Another man who deserves some sort of award for unintentionally driving business away from America is departing NY Attorney-General Eliot Spitzer. He is stepping down from the job to run for political office, and some say he has been doing that while in his present role. While some of his highly public campaigns to crack down on dodgy dealings should be applauded by free marketeers on the grounds that markets need laws against fraud, some of his campaigns seem to be driven more by the wrong-headed belief that markets must in some sense be “fair” and “perfect” in order to work in the interests of the general public. The mistaken idea that markets must contain no barriers to entry, contain “perfect” information and so on, has done incalculable harm to real capitalism, as also seen in the absurdities often perpetrated in the name of “trust-busting”. In his campaign against biased stock market research, for instance, Spitzer seems to downplay the old wise dictum, “let the buyer beware”, and presume to protect the customer against the shock-horror fact that banks might not be models of Olympian objectivity. There is a good and passionate attack on Spitzer’s record here.

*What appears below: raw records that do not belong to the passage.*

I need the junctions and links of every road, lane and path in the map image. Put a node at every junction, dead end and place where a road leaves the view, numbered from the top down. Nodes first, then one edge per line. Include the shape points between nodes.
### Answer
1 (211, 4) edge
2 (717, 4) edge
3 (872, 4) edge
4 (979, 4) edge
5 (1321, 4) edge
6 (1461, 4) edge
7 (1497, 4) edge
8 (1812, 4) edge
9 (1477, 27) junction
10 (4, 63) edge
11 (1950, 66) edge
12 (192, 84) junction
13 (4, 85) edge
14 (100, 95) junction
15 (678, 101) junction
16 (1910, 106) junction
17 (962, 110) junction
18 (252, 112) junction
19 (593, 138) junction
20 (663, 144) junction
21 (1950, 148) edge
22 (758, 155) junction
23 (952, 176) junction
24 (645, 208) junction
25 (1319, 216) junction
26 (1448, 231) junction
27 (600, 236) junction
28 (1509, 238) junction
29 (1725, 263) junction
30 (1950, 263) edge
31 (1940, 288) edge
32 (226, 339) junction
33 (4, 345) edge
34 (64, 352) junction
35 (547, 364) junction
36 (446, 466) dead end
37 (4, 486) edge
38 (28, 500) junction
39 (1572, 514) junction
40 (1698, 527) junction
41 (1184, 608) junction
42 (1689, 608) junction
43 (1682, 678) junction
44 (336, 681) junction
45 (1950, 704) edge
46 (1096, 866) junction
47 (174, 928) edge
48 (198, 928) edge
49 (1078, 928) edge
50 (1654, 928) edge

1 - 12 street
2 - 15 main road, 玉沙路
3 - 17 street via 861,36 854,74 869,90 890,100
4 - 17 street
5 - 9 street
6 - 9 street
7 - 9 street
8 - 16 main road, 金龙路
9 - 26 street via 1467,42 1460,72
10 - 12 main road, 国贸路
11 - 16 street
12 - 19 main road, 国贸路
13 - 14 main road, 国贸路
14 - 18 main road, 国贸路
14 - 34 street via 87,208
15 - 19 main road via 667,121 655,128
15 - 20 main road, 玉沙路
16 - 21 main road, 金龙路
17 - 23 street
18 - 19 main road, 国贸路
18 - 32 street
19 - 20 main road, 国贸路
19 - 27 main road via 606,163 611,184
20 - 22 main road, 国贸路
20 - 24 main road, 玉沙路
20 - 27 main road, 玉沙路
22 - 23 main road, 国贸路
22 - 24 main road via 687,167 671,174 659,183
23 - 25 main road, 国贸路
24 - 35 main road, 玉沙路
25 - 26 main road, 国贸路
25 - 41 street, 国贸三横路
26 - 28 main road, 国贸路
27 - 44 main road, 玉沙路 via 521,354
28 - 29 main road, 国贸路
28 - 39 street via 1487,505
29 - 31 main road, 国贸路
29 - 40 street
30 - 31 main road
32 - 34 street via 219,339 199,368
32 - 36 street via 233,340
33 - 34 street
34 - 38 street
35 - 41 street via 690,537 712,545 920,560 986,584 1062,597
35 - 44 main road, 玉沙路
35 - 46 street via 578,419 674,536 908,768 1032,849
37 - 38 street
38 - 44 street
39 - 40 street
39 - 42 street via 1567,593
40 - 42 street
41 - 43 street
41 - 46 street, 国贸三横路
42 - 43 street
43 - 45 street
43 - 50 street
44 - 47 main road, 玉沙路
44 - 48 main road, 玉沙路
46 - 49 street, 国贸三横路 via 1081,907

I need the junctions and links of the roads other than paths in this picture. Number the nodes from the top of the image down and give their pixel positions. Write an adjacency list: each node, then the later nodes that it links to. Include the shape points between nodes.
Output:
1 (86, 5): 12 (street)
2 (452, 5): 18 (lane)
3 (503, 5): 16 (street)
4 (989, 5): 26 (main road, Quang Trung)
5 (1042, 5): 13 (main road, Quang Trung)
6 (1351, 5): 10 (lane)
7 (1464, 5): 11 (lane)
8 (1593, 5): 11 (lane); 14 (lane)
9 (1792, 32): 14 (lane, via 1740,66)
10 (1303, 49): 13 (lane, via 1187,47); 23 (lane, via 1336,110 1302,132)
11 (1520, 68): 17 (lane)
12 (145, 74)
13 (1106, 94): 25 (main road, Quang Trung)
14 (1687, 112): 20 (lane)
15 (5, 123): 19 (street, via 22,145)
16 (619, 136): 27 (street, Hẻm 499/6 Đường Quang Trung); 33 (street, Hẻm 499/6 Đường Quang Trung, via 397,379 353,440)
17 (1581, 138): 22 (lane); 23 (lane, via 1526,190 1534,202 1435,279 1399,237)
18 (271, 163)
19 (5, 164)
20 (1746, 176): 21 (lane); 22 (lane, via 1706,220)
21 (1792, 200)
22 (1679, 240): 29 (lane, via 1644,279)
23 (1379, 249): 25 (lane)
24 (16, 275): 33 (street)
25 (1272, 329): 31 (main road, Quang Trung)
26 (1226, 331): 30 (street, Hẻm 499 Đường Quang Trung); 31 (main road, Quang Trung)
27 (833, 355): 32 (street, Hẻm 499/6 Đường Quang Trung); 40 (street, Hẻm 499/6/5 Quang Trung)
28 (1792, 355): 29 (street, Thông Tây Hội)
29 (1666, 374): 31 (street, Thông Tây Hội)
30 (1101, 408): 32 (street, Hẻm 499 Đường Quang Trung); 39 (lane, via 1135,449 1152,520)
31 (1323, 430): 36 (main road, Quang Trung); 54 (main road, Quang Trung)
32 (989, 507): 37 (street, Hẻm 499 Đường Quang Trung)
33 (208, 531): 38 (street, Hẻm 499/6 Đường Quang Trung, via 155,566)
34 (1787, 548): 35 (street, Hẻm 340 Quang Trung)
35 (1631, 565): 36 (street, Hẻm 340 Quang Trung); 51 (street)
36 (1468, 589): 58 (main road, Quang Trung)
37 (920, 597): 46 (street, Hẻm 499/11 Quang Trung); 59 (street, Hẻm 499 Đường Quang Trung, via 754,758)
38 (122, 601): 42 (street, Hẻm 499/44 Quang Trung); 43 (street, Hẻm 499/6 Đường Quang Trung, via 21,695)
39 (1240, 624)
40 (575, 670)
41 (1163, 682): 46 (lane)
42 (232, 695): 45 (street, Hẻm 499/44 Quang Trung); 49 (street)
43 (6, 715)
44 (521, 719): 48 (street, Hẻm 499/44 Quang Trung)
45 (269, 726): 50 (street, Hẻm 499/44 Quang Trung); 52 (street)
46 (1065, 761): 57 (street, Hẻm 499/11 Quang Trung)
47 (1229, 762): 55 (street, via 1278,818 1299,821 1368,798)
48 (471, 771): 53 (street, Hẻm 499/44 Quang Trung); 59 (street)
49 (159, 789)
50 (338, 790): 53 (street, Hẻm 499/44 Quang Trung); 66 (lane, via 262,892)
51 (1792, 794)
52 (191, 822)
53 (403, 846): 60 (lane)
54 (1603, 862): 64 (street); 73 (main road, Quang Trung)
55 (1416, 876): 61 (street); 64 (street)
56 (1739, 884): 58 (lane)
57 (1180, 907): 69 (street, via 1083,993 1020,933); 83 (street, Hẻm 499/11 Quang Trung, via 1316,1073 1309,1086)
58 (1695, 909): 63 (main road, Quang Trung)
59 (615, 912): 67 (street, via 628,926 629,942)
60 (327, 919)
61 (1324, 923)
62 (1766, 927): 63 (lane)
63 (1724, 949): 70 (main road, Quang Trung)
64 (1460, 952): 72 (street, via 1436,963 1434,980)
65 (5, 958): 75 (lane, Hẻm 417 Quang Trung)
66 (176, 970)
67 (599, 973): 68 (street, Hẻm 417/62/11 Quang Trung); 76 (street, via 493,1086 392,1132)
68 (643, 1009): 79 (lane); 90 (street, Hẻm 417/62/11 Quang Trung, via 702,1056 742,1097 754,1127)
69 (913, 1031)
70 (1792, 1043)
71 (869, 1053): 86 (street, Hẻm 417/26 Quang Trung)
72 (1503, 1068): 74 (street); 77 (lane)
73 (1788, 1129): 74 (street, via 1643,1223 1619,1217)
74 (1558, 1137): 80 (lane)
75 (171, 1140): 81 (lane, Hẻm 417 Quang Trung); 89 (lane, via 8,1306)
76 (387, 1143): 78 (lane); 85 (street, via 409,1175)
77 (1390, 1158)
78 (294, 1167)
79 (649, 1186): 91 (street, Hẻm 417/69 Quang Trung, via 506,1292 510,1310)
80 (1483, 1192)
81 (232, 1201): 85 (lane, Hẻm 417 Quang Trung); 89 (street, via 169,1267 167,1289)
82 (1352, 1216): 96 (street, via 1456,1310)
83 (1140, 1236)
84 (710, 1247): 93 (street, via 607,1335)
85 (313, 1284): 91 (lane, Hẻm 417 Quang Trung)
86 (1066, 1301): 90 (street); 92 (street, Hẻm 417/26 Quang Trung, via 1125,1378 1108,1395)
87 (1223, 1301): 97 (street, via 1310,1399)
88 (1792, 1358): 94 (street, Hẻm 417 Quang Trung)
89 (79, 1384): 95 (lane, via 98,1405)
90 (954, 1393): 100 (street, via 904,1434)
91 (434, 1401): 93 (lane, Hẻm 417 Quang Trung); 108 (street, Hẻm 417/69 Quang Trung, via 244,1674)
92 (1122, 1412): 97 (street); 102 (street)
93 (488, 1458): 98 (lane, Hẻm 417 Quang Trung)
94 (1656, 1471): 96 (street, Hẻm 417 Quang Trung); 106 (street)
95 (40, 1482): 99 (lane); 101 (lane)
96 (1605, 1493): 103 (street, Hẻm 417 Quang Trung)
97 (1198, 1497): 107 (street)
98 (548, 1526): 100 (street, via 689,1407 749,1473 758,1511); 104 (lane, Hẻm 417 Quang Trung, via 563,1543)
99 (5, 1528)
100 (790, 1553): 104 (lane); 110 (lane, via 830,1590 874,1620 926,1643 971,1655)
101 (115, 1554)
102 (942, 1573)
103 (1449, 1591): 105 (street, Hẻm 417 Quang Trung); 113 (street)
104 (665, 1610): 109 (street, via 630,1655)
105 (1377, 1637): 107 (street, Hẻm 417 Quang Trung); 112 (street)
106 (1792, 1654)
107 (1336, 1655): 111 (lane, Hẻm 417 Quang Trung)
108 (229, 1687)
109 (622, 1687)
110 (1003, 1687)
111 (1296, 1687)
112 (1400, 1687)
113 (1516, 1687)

Spitzer did some good but also a lot of harm to Wall Street and beyond. Competing financial centres, possibly including the rapidly-growing hub of Dubai, will rush in to fill the gap as capital becomes ever more fluid in this information age (yes, you read me correctly, I said Dubai, notwithstanding the local regional, er, difficulties).

In case any US readers get all hot under the collar about yours truly, a Brit, taking a prod at the US economy, I am only too well aware of how Britain is falling under the same regulatory menace, both of the home-grown and EU varieties. We all lose if the world’s biggest free economy becomes encumbered by bad laws.

Competition is a fine thing

My co-Samizdatista Brian Micklethwait has some comments on the fact that British retailers had a bad Christmas, and that people did not really get spending until the last few days, when shops had pre-Christmas sales and dropped their prices heavily. I think the real story is actually this one. Britain’s high street stores have horrible cost structures, which they have been able to get away with because they have traditionally faced relatively little competition. For this, as for almost everything, I blame planning laws. Large shopping malls – particularly large out of town shopping malls – barely exist in Britain, as their growth has been hindered by government on supposed aesthetic grounds, and to “prevent the ruin of our high streets”. Of course, the people who pay for this are consumers through high prices. Retailers charge high prices and pay high rents. Landlords pay high mortgages rates, and economic value is generally destroyed.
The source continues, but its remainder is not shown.